PROBLEM DESCRIPTION = Show every line from the data below that includes "structured".

>>>

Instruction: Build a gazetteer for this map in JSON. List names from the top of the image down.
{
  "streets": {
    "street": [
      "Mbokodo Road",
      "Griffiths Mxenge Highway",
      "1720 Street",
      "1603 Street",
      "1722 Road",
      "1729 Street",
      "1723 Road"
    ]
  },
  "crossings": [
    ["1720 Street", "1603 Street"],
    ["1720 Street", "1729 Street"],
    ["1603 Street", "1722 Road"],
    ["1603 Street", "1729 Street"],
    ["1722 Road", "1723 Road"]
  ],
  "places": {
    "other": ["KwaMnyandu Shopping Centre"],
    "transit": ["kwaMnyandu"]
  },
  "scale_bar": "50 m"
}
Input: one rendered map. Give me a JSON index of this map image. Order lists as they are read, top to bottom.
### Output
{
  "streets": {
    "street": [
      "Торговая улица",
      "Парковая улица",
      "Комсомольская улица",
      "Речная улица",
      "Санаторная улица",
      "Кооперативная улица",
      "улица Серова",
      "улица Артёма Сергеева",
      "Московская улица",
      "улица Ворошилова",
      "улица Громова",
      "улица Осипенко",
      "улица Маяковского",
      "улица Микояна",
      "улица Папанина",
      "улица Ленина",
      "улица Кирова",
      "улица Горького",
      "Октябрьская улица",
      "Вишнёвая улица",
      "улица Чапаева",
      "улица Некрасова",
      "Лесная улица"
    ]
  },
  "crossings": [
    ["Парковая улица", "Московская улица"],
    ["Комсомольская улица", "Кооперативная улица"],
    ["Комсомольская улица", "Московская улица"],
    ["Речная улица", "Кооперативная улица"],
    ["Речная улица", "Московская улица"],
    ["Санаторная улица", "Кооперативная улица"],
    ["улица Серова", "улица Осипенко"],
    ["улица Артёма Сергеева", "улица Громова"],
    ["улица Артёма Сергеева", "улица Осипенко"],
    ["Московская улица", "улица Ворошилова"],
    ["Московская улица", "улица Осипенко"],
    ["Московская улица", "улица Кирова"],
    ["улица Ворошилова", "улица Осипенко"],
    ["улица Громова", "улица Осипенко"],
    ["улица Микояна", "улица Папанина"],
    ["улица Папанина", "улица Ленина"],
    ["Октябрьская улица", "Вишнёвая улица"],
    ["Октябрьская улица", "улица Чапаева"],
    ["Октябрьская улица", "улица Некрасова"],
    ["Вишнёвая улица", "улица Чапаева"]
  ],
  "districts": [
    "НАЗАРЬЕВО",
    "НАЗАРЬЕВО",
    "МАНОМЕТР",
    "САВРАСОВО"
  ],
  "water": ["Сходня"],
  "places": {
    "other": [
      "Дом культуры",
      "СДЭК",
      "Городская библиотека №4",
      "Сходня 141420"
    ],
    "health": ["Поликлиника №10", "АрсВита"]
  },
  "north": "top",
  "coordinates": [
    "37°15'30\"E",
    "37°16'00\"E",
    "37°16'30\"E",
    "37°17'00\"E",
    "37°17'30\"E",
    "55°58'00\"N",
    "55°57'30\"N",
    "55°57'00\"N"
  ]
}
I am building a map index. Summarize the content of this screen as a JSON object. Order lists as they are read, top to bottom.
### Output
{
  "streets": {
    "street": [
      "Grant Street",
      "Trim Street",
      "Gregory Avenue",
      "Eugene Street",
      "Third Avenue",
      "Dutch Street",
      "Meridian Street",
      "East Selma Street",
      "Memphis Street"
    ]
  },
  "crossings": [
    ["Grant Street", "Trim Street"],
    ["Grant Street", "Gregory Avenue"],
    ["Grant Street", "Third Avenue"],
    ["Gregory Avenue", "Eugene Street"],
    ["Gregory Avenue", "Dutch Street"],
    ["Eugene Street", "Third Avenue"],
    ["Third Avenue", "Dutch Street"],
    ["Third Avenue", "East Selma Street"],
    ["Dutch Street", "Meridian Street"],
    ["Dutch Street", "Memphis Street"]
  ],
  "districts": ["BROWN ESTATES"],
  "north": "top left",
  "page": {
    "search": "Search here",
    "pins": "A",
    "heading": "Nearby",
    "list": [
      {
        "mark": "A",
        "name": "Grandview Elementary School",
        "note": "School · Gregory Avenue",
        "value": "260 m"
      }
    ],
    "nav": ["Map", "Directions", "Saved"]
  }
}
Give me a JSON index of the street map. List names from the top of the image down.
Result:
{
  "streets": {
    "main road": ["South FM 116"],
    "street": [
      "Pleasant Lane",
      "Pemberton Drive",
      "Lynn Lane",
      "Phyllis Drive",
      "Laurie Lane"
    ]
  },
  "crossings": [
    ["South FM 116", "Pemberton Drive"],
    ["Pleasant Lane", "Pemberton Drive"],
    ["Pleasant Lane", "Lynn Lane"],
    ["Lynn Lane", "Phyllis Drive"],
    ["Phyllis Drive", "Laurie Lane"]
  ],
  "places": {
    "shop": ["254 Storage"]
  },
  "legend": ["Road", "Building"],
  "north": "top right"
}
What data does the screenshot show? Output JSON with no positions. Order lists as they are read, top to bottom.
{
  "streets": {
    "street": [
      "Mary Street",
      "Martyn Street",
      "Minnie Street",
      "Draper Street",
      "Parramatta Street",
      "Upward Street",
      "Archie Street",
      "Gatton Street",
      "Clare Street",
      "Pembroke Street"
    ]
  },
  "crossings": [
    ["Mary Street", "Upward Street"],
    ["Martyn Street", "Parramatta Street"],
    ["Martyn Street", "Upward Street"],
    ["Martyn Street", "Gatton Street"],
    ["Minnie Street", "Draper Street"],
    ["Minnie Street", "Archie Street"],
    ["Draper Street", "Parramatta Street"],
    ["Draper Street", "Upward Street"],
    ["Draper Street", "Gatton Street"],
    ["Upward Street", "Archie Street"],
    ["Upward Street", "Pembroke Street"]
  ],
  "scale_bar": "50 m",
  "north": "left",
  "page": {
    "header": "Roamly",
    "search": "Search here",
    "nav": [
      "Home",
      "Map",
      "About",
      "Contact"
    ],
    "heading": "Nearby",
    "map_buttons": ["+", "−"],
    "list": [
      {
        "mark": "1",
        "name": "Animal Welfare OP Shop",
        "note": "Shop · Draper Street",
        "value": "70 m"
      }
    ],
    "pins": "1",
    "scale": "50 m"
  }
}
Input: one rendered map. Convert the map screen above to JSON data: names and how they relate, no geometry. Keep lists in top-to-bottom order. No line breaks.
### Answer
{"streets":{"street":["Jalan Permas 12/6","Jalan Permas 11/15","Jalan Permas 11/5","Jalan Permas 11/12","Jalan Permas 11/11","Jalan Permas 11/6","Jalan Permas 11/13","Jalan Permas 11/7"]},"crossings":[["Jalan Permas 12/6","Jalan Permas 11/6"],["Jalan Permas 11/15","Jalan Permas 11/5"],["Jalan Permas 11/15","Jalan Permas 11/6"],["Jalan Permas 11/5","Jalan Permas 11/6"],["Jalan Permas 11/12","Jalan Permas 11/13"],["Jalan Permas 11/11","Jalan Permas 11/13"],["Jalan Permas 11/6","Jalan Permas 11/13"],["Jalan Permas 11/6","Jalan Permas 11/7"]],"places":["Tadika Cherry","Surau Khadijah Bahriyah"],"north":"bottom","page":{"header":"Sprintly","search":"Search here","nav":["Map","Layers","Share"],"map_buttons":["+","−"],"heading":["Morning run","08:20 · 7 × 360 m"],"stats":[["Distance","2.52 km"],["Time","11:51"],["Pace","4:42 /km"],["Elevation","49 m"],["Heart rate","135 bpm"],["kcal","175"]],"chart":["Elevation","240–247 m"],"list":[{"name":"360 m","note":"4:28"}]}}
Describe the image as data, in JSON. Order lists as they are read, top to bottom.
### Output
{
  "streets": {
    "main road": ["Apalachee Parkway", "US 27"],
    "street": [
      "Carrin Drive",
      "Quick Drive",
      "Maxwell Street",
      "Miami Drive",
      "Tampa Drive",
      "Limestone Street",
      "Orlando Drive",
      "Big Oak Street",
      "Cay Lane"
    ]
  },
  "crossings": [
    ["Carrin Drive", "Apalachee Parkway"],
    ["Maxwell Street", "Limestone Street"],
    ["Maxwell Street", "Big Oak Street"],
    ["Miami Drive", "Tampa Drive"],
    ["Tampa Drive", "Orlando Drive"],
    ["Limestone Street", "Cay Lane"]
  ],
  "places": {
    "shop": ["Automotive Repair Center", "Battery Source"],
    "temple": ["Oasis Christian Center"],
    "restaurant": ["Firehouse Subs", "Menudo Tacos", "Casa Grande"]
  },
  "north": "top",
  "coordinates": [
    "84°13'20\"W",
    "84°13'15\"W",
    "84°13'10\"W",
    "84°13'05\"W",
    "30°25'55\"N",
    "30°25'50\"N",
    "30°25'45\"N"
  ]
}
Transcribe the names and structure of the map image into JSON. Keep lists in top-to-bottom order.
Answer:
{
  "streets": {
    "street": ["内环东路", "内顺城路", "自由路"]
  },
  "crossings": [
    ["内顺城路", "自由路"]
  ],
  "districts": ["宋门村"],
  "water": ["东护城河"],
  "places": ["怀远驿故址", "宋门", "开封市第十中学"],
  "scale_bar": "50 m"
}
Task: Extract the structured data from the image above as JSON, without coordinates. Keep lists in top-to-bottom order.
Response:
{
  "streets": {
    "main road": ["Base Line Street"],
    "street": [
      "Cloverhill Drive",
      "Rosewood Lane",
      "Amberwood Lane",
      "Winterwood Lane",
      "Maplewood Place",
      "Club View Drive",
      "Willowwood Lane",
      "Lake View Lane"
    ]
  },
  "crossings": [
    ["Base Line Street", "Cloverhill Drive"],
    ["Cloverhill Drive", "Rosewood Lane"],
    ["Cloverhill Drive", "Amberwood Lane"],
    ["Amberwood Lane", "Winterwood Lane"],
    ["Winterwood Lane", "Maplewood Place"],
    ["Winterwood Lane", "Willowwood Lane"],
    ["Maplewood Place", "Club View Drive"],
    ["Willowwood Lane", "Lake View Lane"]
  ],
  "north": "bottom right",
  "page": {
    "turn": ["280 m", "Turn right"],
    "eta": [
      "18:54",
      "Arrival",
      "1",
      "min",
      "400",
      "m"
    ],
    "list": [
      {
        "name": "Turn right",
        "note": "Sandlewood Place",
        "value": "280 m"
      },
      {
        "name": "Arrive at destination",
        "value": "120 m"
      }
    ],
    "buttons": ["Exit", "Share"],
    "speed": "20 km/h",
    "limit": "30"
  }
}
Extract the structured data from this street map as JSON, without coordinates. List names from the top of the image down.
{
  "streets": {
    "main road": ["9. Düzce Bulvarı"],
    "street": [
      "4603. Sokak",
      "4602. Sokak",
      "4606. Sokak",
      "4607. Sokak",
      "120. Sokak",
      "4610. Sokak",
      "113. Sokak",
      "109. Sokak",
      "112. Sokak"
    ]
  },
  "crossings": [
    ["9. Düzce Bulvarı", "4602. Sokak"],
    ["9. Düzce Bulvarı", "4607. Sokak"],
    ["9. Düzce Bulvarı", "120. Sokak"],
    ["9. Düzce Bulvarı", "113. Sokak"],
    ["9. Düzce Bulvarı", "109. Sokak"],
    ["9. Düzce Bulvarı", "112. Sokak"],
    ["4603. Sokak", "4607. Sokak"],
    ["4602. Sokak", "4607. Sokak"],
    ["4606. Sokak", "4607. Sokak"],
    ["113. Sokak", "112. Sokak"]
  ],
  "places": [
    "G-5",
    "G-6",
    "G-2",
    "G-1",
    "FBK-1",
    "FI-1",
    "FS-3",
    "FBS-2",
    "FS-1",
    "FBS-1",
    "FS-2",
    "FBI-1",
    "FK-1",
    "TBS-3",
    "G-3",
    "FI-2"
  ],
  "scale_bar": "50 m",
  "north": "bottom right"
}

<<<

SOLUTION TO THE EXERCISE =
Task: Extract the structured data from the image above as JSON, without coordinates. Keep lists in top-to-bottom order.
Extract the structured data from this street map as JSON, without coordinates. List names from the top of the image down.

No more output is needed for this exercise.